**What the task requires**
Show the lines below where "Ominikari" occurs.

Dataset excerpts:

═══

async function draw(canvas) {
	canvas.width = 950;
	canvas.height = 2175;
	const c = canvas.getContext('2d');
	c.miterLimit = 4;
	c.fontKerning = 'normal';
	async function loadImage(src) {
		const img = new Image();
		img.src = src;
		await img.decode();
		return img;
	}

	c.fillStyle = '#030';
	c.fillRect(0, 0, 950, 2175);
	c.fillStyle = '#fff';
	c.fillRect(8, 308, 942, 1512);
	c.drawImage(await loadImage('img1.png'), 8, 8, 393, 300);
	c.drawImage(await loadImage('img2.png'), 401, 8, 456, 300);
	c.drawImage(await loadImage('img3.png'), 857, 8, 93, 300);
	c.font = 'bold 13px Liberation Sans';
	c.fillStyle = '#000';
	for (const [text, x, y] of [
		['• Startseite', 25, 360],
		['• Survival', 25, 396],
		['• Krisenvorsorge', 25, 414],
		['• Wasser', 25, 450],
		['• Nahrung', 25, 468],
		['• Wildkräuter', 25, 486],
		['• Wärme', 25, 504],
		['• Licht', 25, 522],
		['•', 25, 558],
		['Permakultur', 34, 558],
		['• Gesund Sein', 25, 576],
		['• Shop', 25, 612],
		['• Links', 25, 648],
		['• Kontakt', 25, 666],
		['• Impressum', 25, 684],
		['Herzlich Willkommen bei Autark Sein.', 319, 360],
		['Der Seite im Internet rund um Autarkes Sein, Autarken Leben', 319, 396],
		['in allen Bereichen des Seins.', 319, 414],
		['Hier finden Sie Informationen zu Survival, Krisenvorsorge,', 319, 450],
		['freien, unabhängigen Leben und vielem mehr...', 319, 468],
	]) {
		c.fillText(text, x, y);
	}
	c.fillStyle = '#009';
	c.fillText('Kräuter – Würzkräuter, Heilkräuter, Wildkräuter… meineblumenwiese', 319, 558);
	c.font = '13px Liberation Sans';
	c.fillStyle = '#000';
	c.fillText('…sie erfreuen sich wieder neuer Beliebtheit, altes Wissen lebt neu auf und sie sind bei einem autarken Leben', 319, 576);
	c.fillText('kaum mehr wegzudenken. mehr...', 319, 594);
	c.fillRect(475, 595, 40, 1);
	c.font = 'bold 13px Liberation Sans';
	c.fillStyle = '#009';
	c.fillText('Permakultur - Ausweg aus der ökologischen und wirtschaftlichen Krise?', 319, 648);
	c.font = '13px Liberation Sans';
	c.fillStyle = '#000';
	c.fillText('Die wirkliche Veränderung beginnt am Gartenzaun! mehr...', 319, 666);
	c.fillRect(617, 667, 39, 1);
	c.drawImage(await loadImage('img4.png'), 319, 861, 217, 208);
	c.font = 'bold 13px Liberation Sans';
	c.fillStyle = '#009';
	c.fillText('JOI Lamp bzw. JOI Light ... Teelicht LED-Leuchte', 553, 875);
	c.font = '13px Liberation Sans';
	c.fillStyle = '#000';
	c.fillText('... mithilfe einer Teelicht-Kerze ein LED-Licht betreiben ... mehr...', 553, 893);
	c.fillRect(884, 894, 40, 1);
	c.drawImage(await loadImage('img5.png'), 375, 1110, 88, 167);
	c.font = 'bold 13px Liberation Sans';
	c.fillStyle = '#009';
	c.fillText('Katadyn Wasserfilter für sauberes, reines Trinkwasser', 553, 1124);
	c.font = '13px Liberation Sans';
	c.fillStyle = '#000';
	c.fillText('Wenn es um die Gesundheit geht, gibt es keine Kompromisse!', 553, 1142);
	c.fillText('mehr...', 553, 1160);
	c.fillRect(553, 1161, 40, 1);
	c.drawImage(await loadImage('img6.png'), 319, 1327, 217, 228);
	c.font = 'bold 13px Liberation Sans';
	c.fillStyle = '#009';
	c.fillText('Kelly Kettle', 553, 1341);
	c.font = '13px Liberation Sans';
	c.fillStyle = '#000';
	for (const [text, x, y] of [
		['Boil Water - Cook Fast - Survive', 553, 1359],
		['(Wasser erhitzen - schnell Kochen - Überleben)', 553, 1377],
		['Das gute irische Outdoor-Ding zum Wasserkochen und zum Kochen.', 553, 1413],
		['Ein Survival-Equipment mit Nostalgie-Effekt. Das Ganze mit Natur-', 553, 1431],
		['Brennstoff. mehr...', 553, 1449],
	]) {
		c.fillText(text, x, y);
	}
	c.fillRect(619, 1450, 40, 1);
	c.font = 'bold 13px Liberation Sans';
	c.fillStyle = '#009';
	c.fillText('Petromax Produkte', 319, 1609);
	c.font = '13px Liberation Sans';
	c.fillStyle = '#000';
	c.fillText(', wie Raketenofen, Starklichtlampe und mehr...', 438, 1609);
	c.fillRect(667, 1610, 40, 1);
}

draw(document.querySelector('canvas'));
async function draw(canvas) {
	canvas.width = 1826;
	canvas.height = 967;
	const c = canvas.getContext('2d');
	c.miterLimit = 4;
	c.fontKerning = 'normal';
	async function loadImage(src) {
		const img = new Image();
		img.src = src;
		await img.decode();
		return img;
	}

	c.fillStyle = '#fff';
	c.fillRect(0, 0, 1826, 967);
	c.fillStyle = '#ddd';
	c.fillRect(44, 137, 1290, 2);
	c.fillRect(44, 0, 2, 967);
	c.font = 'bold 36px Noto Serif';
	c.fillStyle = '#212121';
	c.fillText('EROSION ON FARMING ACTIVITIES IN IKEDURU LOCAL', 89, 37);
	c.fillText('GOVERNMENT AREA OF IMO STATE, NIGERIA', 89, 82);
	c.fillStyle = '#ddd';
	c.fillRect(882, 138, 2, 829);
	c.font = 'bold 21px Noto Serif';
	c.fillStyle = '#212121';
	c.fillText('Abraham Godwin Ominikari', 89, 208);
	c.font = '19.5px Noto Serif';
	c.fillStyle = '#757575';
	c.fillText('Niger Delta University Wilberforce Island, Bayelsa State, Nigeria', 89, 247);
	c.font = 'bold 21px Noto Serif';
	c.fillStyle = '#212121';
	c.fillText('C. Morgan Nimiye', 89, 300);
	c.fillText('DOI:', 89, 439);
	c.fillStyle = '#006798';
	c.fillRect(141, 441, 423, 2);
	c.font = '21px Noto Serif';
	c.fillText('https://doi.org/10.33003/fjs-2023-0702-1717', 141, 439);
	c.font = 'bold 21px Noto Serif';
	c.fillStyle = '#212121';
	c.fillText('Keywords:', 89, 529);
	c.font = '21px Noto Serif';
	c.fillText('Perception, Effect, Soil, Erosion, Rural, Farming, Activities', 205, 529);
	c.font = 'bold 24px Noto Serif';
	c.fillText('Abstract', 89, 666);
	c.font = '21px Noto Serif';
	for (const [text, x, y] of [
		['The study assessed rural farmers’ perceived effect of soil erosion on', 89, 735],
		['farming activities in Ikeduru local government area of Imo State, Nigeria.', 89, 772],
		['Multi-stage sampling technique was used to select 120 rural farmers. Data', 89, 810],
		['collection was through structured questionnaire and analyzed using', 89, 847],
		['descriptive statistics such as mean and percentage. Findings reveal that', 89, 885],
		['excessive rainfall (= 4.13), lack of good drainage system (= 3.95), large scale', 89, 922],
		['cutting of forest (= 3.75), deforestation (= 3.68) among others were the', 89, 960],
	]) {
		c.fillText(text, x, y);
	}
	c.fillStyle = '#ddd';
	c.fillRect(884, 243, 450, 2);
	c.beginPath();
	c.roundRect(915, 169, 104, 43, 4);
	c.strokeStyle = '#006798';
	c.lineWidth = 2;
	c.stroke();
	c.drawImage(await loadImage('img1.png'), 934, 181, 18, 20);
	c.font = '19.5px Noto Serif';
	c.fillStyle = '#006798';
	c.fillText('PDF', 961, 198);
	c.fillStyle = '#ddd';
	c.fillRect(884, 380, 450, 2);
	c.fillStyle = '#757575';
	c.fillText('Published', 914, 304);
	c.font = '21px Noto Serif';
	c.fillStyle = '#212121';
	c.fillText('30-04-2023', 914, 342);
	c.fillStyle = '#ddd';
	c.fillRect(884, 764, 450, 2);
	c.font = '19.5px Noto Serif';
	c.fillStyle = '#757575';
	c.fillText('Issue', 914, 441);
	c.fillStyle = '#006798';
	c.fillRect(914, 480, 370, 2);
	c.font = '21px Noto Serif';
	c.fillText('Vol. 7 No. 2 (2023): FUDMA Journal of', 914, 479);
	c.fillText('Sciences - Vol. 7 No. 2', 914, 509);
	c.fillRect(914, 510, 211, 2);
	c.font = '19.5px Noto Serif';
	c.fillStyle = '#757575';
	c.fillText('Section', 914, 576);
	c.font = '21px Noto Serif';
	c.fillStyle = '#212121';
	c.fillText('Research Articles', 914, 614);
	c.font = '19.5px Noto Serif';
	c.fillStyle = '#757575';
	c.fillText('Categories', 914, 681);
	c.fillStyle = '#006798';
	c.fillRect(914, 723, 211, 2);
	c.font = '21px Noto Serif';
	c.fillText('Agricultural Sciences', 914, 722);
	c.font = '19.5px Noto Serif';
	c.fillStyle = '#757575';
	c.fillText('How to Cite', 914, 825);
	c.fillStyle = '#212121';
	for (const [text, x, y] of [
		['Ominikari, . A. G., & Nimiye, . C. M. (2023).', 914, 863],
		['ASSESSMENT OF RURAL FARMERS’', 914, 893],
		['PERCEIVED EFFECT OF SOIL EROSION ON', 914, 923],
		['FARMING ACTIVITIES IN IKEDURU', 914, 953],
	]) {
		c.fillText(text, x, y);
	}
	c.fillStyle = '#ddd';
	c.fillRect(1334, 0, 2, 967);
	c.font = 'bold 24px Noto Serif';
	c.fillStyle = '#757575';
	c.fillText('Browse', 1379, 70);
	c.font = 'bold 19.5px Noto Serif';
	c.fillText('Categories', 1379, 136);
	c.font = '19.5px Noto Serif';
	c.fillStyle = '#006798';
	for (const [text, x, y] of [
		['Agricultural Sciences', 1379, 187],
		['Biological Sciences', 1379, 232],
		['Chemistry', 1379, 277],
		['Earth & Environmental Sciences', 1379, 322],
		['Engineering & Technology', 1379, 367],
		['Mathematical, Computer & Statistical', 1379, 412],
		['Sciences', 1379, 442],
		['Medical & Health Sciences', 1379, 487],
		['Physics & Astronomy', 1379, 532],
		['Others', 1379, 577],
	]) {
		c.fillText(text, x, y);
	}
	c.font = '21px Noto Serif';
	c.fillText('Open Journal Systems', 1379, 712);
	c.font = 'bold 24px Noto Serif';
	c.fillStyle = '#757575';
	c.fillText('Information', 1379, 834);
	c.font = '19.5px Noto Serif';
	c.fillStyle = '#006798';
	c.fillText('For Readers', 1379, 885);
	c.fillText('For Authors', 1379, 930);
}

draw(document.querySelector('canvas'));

═══

**Written response**
	c.fillText('Abraham Godwin Ominikari', 89, 208);
		['Ominikari, . A. G., & Nimiye, . C. M. (2023).', 914, 863],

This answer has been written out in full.